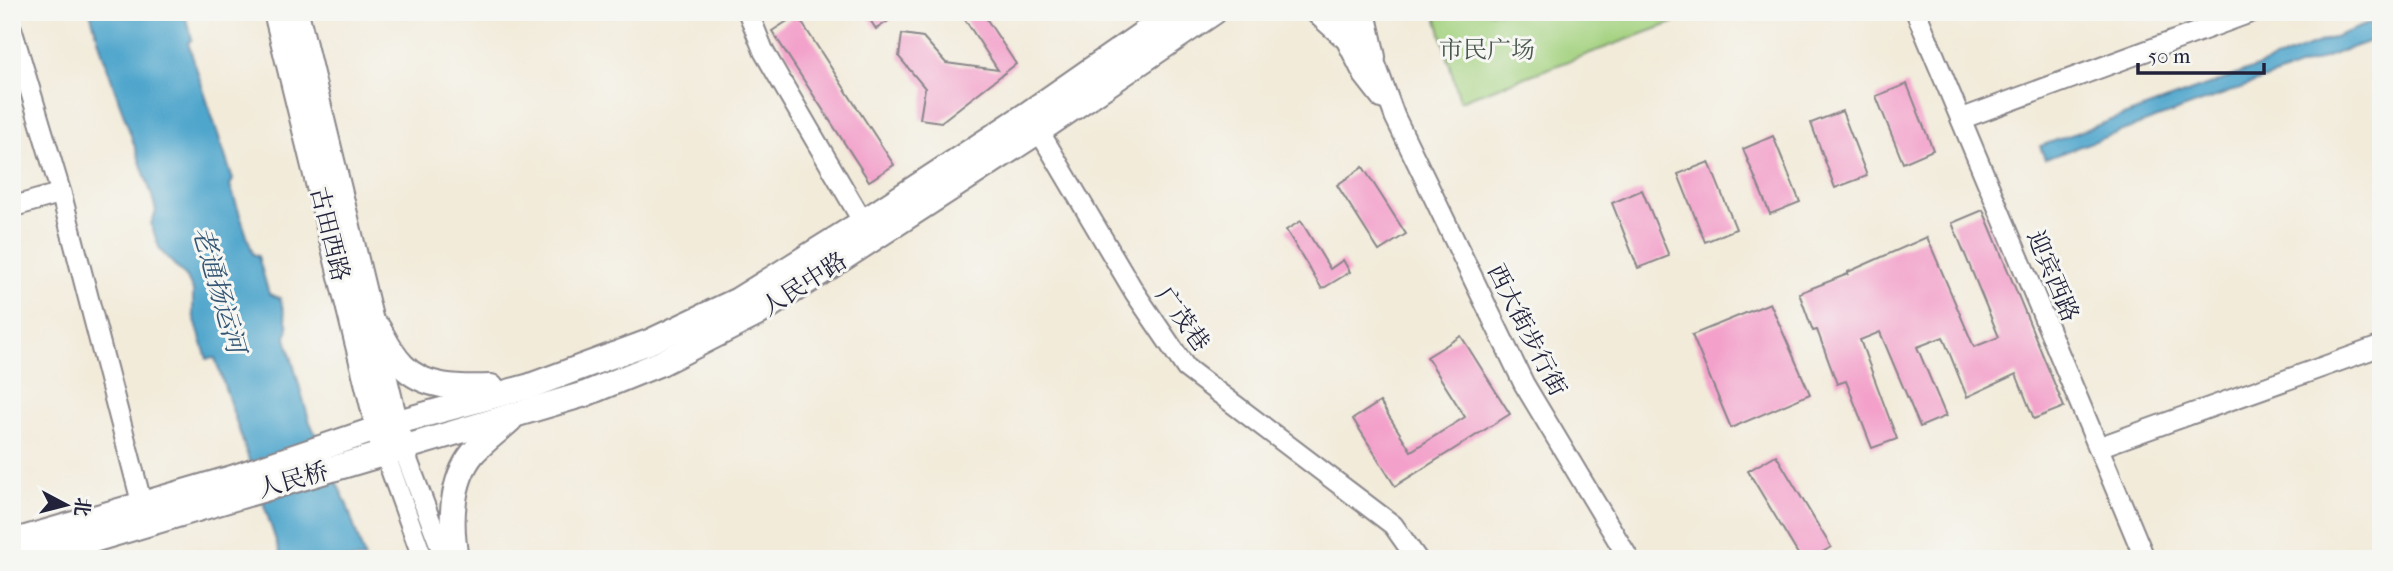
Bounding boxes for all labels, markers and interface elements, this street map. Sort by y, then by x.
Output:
scale bar [2138,32,2264,76]
park label: 市民广场 [1439,36,1535,64]
text: 50 m [2148,44,2191,68]
street label: 古田西路 [305,184,355,284]
water label: 老通扬运河 [186,223,253,361]
street label: 迎宾西路 [2021,226,2085,326]
street label: 人民中路 [756,246,852,322]
street label: 西大街步行街 [1482,259,1572,401]
street label: 广茂巷 [1151,282,1215,356]
street label: 人民桥 [255,457,331,503]
north arrow [32,470,102,540]
text: 北 [70,496,94,518]

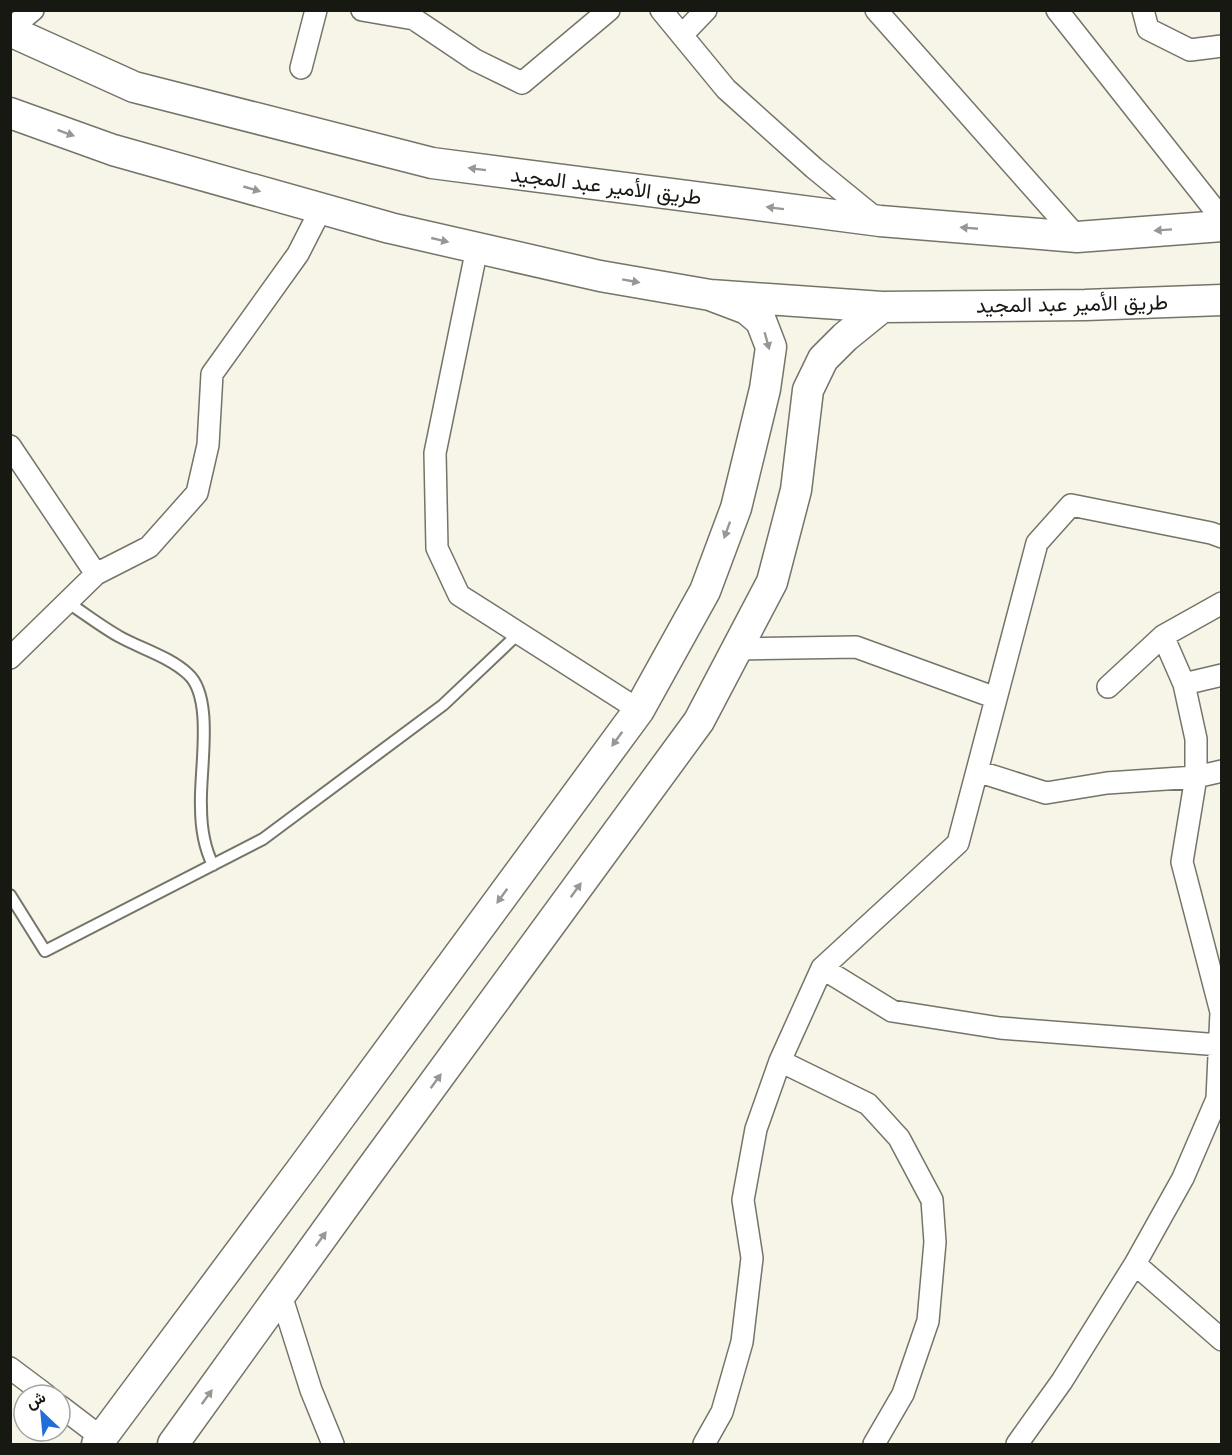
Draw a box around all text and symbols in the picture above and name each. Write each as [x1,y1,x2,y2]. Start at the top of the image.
one-way arrow [57,128,75,138]
street label: طريق الأمير عبد المجيد [509,161,703,211]
one-way arrow [468,165,487,174]
one-way arrow [243,185,261,195]
one-way arrow [765,203,784,212]
one-way arrow [959,224,978,233]
one-way arrow [1154,225,1173,235]
one-way arrow [431,236,450,245]
one-way arrow [622,277,641,286]
street label: طريق الأمير عبد المجيد [976,289,1168,319]
one-way arrow [763,332,773,350]
one-way arrow [722,522,732,540]
one-way arrow [611,731,623,747]
one-way arrow [569,882,581,897]
one-way arrow [496,888,508,904]
one-way arrow [429,1073,441,1088]
one-way arrow [315,1231,327,1247]
north arrow [12,1383,72,1443]
text: ش [22,1386,48,1413]
one-way arrow [201,1389,213,1405]

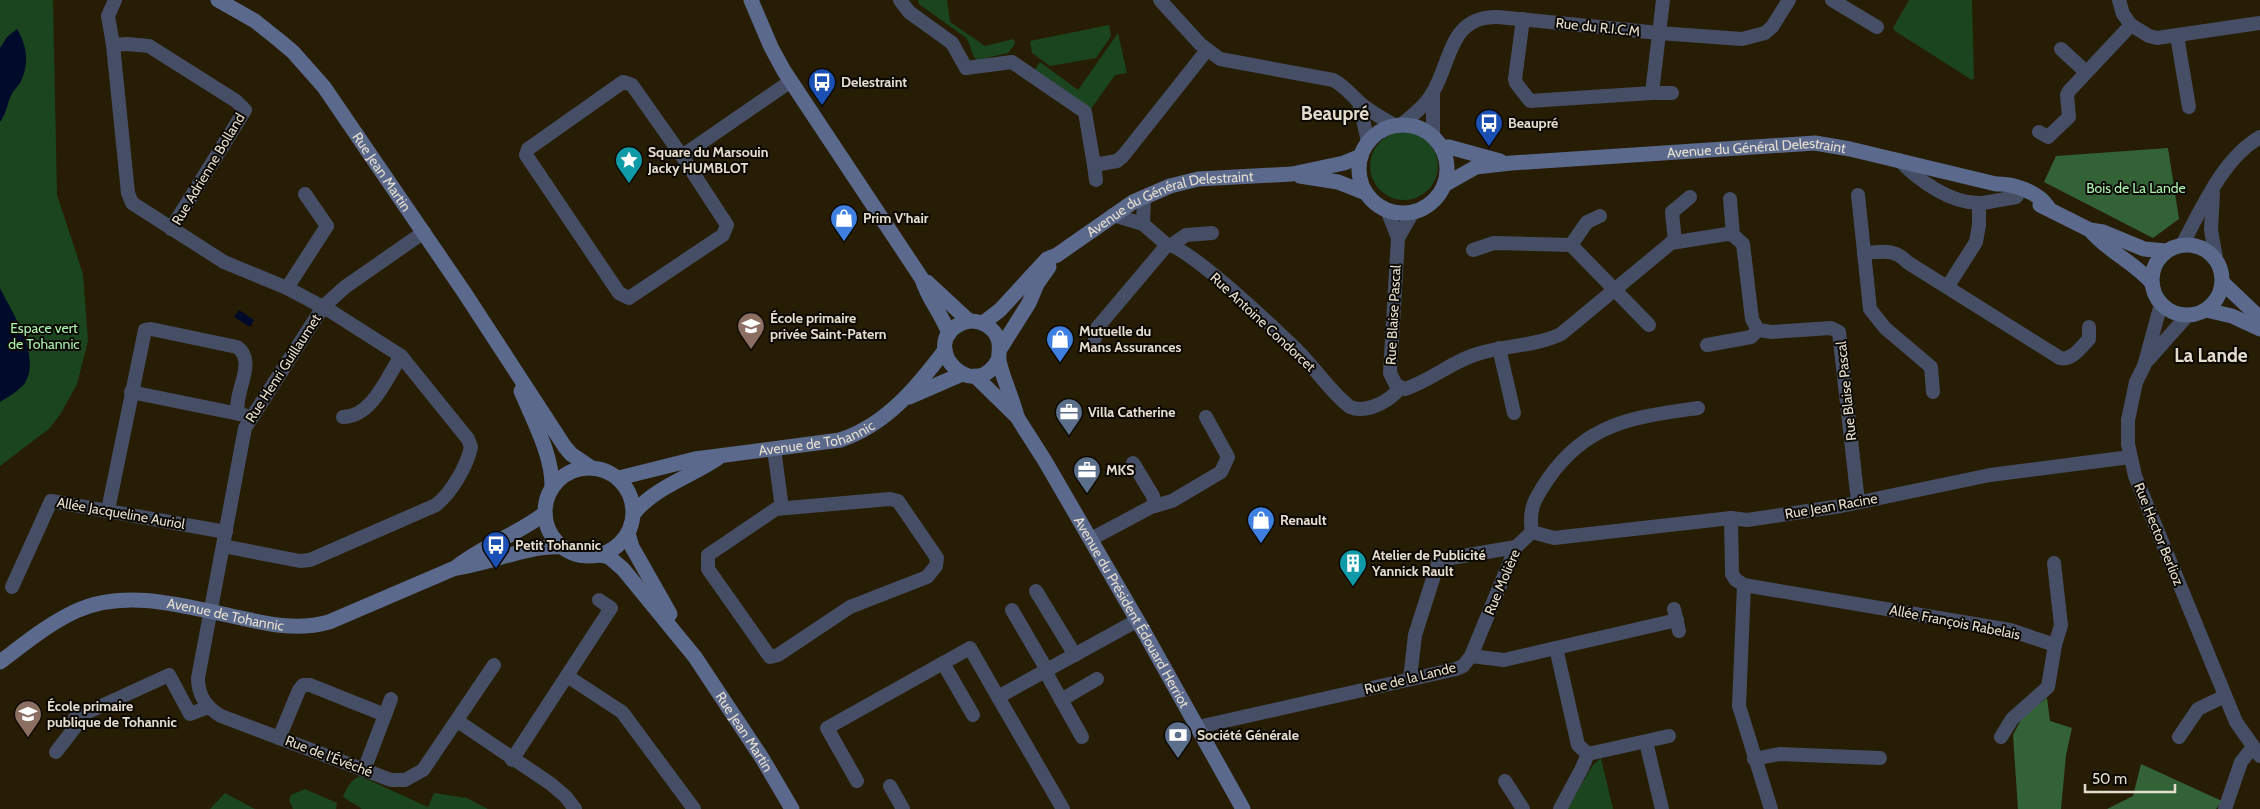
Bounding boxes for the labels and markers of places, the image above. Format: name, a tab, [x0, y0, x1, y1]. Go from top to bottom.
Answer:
bus stop icon: Delestraint	[807, 67, 837, 106]
place label: Delestraint	[841, 73, 907, 91]
bus stop icon: Beaupré	[1474, 108, 1504, 147]
place label: Beaupré	[1508, 114, 1558, 132]
place label: Square du Marsouin Jacky HUMBLOT	[647, 143, 768, 177]
place icon: Square du Marsouin Jacky HUMBLOT	[614, 145, 644, 184]
shop icon: Prim V'hair	[829, 203, 859, 242]
place label: Prim V'hair	[863, 209, 929, 227]
place label: École primaire privée Saint-Patern	[770, 309, 887, 343]
school or university icon: École primaire privée Saint-Patern	[736, 311, 766, 350]
place label: Mutuelle du Mans Assurances	[1079, 322, 1181, 356]
shop icon: Mutuelle du Mans Assurances	[1045, 324, 1075, 363]
office icon: Villa Catherine	[1054, 397, 1084, 436]
place label: Villa Catherine	[1088, 403, 1176, 421]
office icon: MKS	[1072, 455, 1102, 494]
place label: MKS	[1106, 461, 1134, 479]
shop icon: Renault	[1246, 505, 1276, 544]
place label: Renault	[1280, 511, 1327, 529]
bus stop icon: Petit Tohannic	[481, 530, 511, 569]
place label: Petit Tohannic	[515, 536, 602, 554]
place label: Atelier de Publicité Yannick Rault	[1371, 546, 1486, 580]
building icon: Atelier de Publicité Yannick Rault	[1338, 548, 1368, 587]
place label: École primaire publique de Tohannic	[47, 697, 177, 731]
school or university icon: École primaire publique de Tohannic	[13, 699, 43, 738]
bank icon: Société Générale	[1163, 720, 1193, 759]
place label: Société Générale	[1197, 726, 1299, 744]

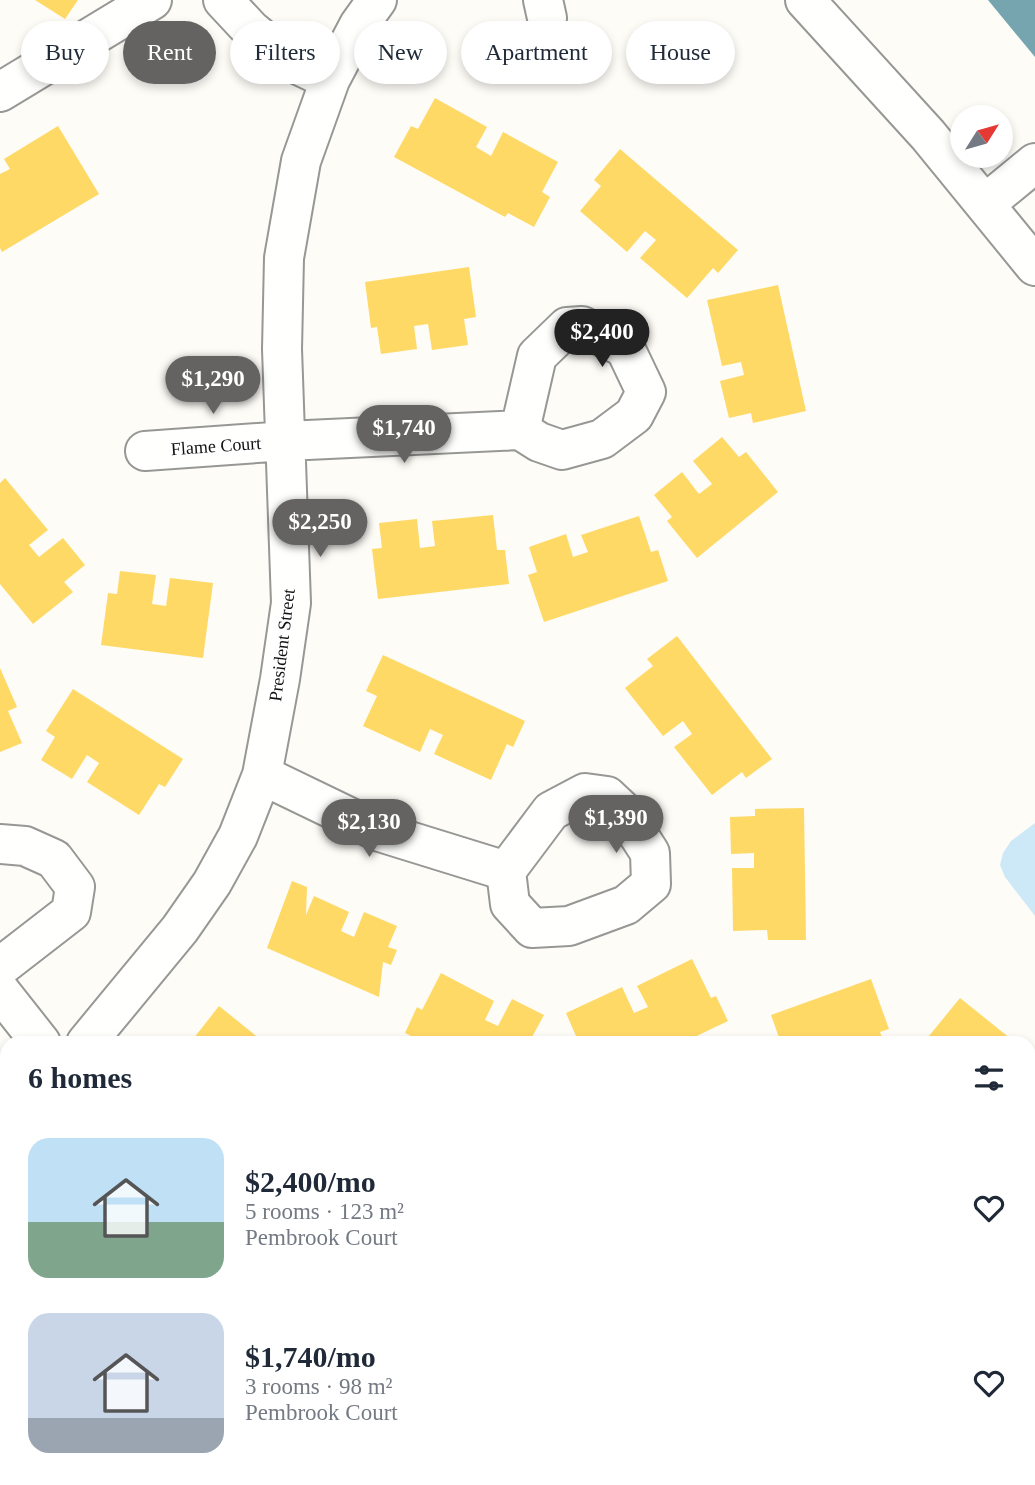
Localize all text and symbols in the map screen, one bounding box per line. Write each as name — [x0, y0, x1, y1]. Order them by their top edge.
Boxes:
chip: Buy — [21, 21, 109, 84]
chip: Rent — [123, 21, 216, 84]
chip: Filters — [230, 21, 340, 84]
chip: New — [354, 21, 447, 84]
chip: Apartment — [461, 21, 612, 84]
chip: House — [626, 21, 735, 84]
north arrow — [950, 105, 1013, 168]
map controls — [950, 105, 1013, 168]
pin: $2,400 — [545, 310, 659, 369]
text: $2,400 — [570, 319, 634, 344]
pin: $1,290 — [156, 356, 270, 416]
text: $1,290 — [181, 366, 245, 391]
pin: $1,740 — [347, 406, 461, 465]
text: $1,740 — [372, 415, 436, 440]
street label: Flame Court — [170, 433, 262, 459]
pin: $2,250 — [263, 500, 377, 559]
text: $2,250 — [288, 509, 352, 534]
street label: President Street — [265, 587, 299, 703]
pin: $1,390 — [559, 796, 673, 855]
pin: $2,130 — [312, 800, 426, 859]
text: $1,390 — [584, 805, 648, 830]
text: $2,130 — [337, 809, 401, 834]
icon: filters — [970, 1059, 1008, 1097]
text: 6 homes — [28, 1061, 132, 1094]
text: $2,400/mo — [245, 1165, 376, 1198]
icon: home — [84, 1166, 168, 1250]
icon: heart — [970, 1189, 1008, 1227]
text: 5 rooms · 123 m² — [245, 1199, 404, 1224]
text: Pembrook Court — [245, 1225, 398, 1250]
text: $1,740/mo — [245, 1340, 376, 1373]
icon: home — [84, 1341, 168, 1425]
icon: heart — [970, 1364, 1008, 1402]
text: 3 rooms · 98 m² — [245, 1374, 392, 1399]
text: Pembrook Court — [245, 1400, 398, 1425]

::::

#### Your task:
Check each line above for the string "hair", then copy the ones that have it.

#### Response for this exercise:
shop icon: Prim V'hair	[829, 203, 859, 242]
place label: Prim V'hair	[863, 209, 929, 227]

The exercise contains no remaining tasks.